Cleared for Departure

The Sahara

As I write this my fellow passengers are asleep.  The airplane is fairly dark, we’ve all been fed, and the flight attendants are doing whatever flight attendants do when there’s only six people in your section.  It’s 3 PM in Johannesburg, which means I can switch to wine soon.  We have six and a half hours to go.  Research says you’re not supposed to eat or drink alcohol on airplanes, which, to me, is like saying you can go to the beach but don’t swim, get in the sun, play in the sand, watch the ocean, and always wear jeans.  Like, what the fuck am I supposed to do here?  

Welcome to our brothel!  Enjoy the locally sourced orange juice.  And only that as the other activities might dehydrate you.  It’s not healthy.  

I was entranced  by these dunes, which seemed to be regularly spaced.

It turns out we actually were on a KLM plane across the Atlantic.  The 787 was swank.  The windows dimmed, instead of the ubiquitous plastic sliders.  It was very quiet while in flight.  The air was indeed more humid.  Now we’re on a 777 and I feel how dry the air is comparatively.  The plane also — and I don’t know if this makes any sense — felt lighter in the air.  When we were skipping through turbulence, it just felt … more buoyant. Where as heavier plans tend to bounce reluctantly in mild chop, we “lightly” skimmed the air’s rumpled currents.  When I told this to Rebecca, she looked at me like the malaria pills had turned me crazy.   Turns out it is a side effect.  

We are high enough to see the curvature of the Earth, which is viewable at about 35,000 feet on a clear day.  

I napped while flying across Europe and The Mediterranean Sea, and woke to find the cabin bathed in a curious mixture of red and yellow.  I thought I had slept clear into sunset and was annoyed with myself.  After so carefully planning my sleep-wake schedule to reduce jet lag, I’d blown it. 

However we had just entered The Sahara, so I didn’t accidentally sleep for 8 hours.  Which, in retrospect, seems unlikely on a plane.  Sahara is Arabic for desert.  In English that makes it The Desert Desert, emphasis goes on the first desert, I believe.  Much like the restaurant The Cucina Kitchen, or the drink, Aqua Water, or the famous Fiume River, sometimes translations are best left untranslated.  

The Sahara is the approximate size of China.  While over a billion people live in China, only a few million live here.  I can feel the lack of population below, as if we are traveling through a void.  I ride in a moving oasis of the civilized world and gaze out to a land so foreign, it might as well be on another planet.  While this oasis is at 37,000 feet, we have passed over numerous other oases of civilization below.  All of us, just small blips surrounded by endless sand.  Which, if you think about it, sort of tracks with the Earth as an oasis in the “desert” of space.  

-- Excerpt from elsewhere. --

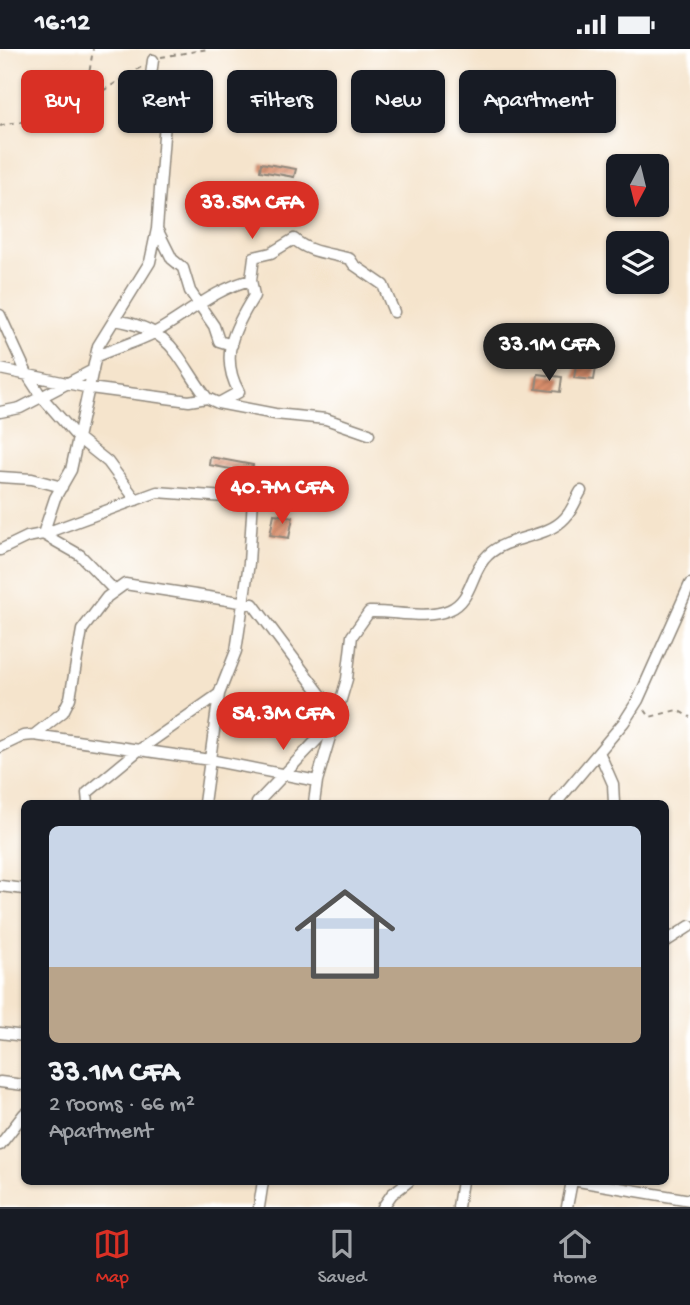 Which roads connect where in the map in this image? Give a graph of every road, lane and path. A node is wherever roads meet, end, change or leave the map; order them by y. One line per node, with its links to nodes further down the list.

You know, I think I will cut back on the malaria medicine.   

The top temperature ever recorded in the Sahara was <ahem> a “temperate” 136 degrees.  That is darn close to the maximum temperature we think a human can survive. Obviously nobody (sane) has ever tested it scientifically, so the actual number may vary.  Humid air lowers the number, dry air raises it.  We do things like seek shade, drink water, and fan our skin to help our bodies dump heat into the environment.  Depending on the humidity, between 105 and 140 no ancillary cooling behavior helps.  Prolonged exposure leads to death.  At 105 and humid, it takes days and is unlikely.  At 150 and dry, you’ll be dead before sunset.  

When the brain can’t shed its excess heat, it essentially cooks.  Proteins denature, which is what happens when you scramble eggs.  But in your head.  This is not ideal for cognition.   

The Sahara is not the largest desert on Earth, but it is the largest hot desert.  The Antarctic is larger but just as dry, though the seasonal averages do differ slightly.  Like  Antarctica, the Sahara used to be a lush place, with large inland lakes and abundant life.  Now, nothing.  Maybe every desert was once something else, be it hot or cold. 

I take pictures when I can, but the altitude and haze make it difficult.  Plus, you can never fully capture the infinite.  I’ve included some of my vain attempts.  I like the Sahara from this vantage point, and it’s not just the air conditioning.  You see shapes up here not possible from the ground.  The sand flows and undulates.  You can trace where rivers once flowed in the barren salt flats and through carved canals.  Different areas have distinct features, which are visible from up here.  Sometimes the delineation is razor sharp, other times a transition exists.  For whatever reason, this place appeals to me.  Maybe because half my DNA is Arab?  I will not see it again this trip, however, as we fly back over in darkness.

We will soon fly out of the Sahara and over the heart of Africa, the Congo.  

We will speak again when we arrive at camp. 

After flying into Central Africa, we started dodging storm clouds. Quite a show.